I tend to agree that Reese Witherspoon will take the best actress award, if only because of the relative poverty of this year's field. Both Charlize Theron and Felicity Huffman have been too showered with awards these past few years to be credible Oscar bait right now, and Keira Knightley's nomination for Pride & Prejudice feels almost like filler for the category. Dame Judi Dench is sensational, of course, but Mrs. Henderson Presents, a slight, agreeable British comedy that practically no one in this country saw, hardly provides her the role of her career. The best supporting actress lineup features much sharper competition. If it's going to be a year of recognizing small indies, let's start with Amy Adams' glorious performance as a voluble pregnant bride in Junebug, or Catherine Keener's sly, witty rendering of the novelist Harper Lee in Capote.

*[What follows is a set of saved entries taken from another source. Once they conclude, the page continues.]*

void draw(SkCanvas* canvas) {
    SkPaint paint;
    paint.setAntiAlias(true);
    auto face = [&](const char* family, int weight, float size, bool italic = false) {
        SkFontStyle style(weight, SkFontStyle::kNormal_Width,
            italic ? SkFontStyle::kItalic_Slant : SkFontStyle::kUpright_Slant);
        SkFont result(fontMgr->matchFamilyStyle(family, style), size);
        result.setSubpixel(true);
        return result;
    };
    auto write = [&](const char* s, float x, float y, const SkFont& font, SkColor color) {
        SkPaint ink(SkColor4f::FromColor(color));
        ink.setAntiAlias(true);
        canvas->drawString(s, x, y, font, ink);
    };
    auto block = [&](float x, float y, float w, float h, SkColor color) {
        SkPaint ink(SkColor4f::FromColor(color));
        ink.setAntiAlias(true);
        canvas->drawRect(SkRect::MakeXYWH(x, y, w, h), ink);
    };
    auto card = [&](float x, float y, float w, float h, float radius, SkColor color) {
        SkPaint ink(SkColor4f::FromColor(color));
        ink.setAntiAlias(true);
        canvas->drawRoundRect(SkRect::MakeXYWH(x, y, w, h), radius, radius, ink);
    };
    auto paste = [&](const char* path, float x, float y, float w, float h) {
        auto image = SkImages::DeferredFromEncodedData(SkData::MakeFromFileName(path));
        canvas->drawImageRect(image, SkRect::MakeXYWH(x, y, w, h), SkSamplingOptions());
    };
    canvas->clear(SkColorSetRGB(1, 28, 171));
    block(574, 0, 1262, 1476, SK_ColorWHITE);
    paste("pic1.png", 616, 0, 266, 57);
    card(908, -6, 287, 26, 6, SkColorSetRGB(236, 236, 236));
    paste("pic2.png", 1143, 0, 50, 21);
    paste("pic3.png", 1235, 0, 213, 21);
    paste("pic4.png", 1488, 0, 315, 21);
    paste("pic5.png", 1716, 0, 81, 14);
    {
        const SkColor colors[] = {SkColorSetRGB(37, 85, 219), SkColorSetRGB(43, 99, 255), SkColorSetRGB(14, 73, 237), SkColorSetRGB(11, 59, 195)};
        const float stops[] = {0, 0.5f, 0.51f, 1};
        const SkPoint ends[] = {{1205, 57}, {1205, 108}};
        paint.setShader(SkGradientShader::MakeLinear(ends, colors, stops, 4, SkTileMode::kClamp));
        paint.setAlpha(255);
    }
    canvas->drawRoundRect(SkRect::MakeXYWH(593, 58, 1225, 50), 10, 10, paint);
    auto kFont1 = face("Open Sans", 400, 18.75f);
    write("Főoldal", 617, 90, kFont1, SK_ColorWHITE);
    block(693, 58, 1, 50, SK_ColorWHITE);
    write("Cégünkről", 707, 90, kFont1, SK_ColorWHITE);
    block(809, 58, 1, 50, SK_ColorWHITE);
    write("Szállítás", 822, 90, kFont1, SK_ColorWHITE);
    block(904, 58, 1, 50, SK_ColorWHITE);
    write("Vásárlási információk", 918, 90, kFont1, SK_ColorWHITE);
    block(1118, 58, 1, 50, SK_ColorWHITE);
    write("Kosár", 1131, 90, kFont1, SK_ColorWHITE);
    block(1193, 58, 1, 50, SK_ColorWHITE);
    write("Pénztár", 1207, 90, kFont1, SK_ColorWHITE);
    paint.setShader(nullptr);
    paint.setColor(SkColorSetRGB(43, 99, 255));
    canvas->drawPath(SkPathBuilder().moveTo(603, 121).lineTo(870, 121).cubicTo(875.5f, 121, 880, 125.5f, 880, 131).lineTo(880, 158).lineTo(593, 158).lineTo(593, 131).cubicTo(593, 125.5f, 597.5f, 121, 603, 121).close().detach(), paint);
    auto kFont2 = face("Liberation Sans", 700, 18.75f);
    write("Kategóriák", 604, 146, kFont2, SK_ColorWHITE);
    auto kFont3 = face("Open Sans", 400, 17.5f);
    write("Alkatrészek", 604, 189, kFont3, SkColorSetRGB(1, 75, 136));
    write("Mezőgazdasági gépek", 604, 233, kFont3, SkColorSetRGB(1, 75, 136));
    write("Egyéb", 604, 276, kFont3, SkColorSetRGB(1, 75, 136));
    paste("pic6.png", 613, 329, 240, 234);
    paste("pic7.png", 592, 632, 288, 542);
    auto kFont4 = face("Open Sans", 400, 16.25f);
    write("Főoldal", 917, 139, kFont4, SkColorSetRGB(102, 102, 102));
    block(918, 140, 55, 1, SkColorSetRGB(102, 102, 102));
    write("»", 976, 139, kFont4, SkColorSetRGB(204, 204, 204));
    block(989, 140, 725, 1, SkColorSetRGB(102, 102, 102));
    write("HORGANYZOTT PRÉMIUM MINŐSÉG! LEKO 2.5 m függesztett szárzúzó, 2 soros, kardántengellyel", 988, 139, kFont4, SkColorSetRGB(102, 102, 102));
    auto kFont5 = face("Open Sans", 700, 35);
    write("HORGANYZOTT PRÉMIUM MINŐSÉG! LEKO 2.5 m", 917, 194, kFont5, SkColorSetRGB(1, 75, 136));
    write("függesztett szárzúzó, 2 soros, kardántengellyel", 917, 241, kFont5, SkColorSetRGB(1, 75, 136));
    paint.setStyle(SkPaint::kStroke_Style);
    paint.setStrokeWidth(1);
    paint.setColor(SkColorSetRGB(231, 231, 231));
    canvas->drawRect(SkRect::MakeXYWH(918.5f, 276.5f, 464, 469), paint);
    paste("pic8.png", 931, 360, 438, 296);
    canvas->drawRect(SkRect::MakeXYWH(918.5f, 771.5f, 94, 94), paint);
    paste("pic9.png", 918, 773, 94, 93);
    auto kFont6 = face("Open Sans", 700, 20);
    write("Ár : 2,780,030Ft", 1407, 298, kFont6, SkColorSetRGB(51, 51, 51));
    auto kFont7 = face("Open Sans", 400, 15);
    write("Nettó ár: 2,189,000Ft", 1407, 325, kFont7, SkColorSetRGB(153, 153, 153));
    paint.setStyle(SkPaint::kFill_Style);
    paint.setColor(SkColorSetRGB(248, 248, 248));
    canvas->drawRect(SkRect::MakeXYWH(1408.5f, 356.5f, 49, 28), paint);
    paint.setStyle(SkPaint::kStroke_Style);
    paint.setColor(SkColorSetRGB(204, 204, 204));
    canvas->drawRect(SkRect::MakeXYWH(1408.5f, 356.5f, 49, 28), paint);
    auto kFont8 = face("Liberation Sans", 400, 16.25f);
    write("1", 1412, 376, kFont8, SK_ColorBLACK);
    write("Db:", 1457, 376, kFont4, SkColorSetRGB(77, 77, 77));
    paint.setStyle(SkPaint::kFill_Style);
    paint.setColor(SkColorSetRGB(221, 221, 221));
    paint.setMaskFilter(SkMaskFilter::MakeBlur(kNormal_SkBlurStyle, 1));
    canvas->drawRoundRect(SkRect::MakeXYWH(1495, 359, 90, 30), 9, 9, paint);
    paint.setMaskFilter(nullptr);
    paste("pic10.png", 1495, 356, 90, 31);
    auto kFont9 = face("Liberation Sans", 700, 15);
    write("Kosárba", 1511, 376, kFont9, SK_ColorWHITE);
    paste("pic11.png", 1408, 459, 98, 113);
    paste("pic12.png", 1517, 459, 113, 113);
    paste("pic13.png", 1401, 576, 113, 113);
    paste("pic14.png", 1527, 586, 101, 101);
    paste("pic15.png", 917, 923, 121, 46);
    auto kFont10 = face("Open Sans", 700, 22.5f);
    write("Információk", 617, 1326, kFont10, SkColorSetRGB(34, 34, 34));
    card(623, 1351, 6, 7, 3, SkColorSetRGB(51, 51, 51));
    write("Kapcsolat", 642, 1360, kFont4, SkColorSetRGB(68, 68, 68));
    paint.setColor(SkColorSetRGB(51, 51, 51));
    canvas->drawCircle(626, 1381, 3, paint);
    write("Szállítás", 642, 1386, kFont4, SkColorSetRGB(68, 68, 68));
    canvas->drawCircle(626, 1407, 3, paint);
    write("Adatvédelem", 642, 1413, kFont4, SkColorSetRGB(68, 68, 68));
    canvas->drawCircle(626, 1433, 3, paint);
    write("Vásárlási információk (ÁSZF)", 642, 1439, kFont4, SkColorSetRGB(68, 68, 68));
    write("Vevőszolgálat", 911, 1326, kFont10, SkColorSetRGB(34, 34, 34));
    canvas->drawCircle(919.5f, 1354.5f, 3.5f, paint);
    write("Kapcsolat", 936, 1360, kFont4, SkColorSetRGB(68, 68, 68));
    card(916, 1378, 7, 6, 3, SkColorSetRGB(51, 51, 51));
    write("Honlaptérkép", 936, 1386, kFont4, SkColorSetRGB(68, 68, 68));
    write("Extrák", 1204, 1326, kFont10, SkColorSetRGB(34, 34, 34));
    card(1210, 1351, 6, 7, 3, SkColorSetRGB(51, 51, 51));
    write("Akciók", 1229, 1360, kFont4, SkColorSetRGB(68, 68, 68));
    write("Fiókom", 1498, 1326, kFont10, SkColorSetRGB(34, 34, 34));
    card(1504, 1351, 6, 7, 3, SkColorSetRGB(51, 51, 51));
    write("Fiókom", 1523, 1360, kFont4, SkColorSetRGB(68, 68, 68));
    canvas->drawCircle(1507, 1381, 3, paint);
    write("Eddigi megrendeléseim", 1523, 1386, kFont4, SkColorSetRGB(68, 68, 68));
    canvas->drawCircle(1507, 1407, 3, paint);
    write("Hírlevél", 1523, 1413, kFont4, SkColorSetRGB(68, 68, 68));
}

As for Jon Stewart: Readers of my column know what a fan I am, but when I heard he'd been chosen to host the ceremony, I wondered cringingly whether this might be the beginning of an anti-Stewart backlash. Remember when he refused to be Tucker Carlson's "monkey" on Crossfire? It's hard to imagine a more simian gig than Oscar host; there's a reason they call a tuxedo a "monkey suit." I'm sure he and his writing team, who have taken this week off from The Daily Show, are holed up at the Chateau Marmont coming up with some sharp material. But can Stewart—can anyone—simply dispense with the sentimental, toastmaster-style duties expected of an Oscar host? Is he going to sing one of those joke medleys at the top of the show, in which a pop standard is rewritten with corny lyrics about the year's big films? Can you imagine him, with a straight face, introducing the inevitable old industry dude who comes up to talk about the mission and purpose of the academy?
Finally, one open question to both of you: Why is Heath Ledger's performance in Brokeback Mountain considered a leading role, while Jake Gyllenhaal's is relegated to the status of "supporting"? They share roughly equivalent portions of screen time, and Gyllenhaal certainly has more lines, if only because his character is far chattier than the taciturn Ennis Del Mar. It's hard to imagine one of the two leads being similarly dissed in a love story between a man and a woman. Is this just because the academy wanted to avoid pitting the two men against one another in the best actor category? Or is Gyllenhaal smiting his forehead right now for agreeing to be cast as the bottom to Ledger's top?
For myself, as I sit at home on maternity leave with my 16-day-old baby, I'm glad to be granted even a supporting role in this conversation. I'll look forward to chatting with both of you on Monday morning after the ceremony.